香川県道路啓開計画策定協議会(会長・葛西剛県土木部長)の初会合(写真)が14日、県庁内で開かれ、南海トラフ地震など大規模災害が発生した場合に、速やかに道路啓開を行う計画作成に当たっての検討項目や、今後の進め方について協議した。協議会は四国地方整備局、陸上自衛隊善通寺駐屯地などの国の機関や、香川県、県警察本部、県消防長会事務局の他、高速道路会社、県建設業協会などで構成。12月下旬に開催予定の第2回協議会で道路啓開計画の素案を示し、年度内に啓開計画を策定する。同時に、今後のスパイラルアップに向けた方針についても確認する考えだ。

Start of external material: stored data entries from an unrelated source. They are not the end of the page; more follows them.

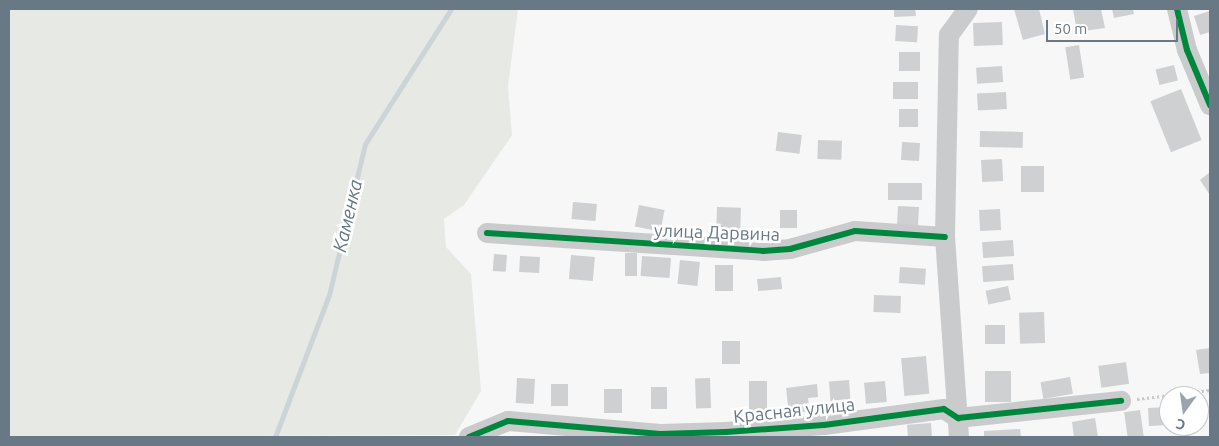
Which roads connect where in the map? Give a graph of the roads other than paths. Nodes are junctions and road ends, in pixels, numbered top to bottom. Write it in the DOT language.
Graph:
graph roads {
  1 [pos="968,9"];
  2 [pos="1177,9"];
  3 [pos="1210,104"];
  4 [pos="487,233"];
  5 [pos="945,237"];
  6 [pos="1121,401"];
  7 [pos="959,428"];
  8 [pos="470,437"];
  1 -- 5 [label="street"];
  2 -- 3 [label="street"];
  4 -- 5 [label="street, улица Дарвина"];
  5 -- 7 [label="street"];
  6 -- 7 [label="street, Красная улица"];
  7 -- 8 [label="street, Красная улица"];
}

発生が懸念される南海トラフ地震などの大規模災害時に、救命・応急活動を発災直後から迅速かつ効率的に行うためには、道路上のがれき処理などを行い、緊急通行車両などの通行を確保する「道路啓開」の速やかな実施が鍵とされる。
協議会では、東日本大震災で東北地方整備局が行った道路啓開「くしの歯型」救援ルートの設定、内閣府の南海トラフ地震に係る具体計画の「緊急輸送ルート」や、今年3月に四国地方整備局が作成した「四国広域道路啓開計画(四国おうぎ(扇)作戦)」の優先的に啓開する「進出ルート」を含む、県内の応急復旧のための道路啓開を対象に置いた。

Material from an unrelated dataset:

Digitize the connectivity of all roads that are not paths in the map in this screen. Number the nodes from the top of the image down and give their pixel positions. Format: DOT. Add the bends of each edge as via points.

また、道路啓開と救援活動を実施する際に必要な拠点、ルートの具体の啓開方法や各機関の役割と連携方法を計画に盛る。
より具体的で実効性のある道路啓開計画を作成するため、南海トラフの最大クラスの地震と津波による被害が発生した場合を想定し道路啓開の作業量を算出。県内保有人員・資機材を考慮しつつ実行可能な優先啓開ルートを設定する。「四国広域道路啓開計画」を踏襲し、発災後24時間で広域ルートをおおむね啓開。72時間で被害が甚大な被災地内ルートをおおむね啓開することに目標に置いている。
道路管理者間で啓開実施者、機械、物資の調達調整の他、各機関の実施事項をタイムラインで示した地域・発災時間別に作成。緊急輸送道路を対象に道路啓開実施者の割り付け図の作成を目指す。
委員からは「県内9カ所ある災害拠点病院への啓開ルートの確立」や「啓開実施者の割り付け図は実効性ある計画にする必要がある」などと指摘する意見もあった。協議会では計画素案を基に11月ごろから啓開実施者の建設業協会と調整を開始する予定。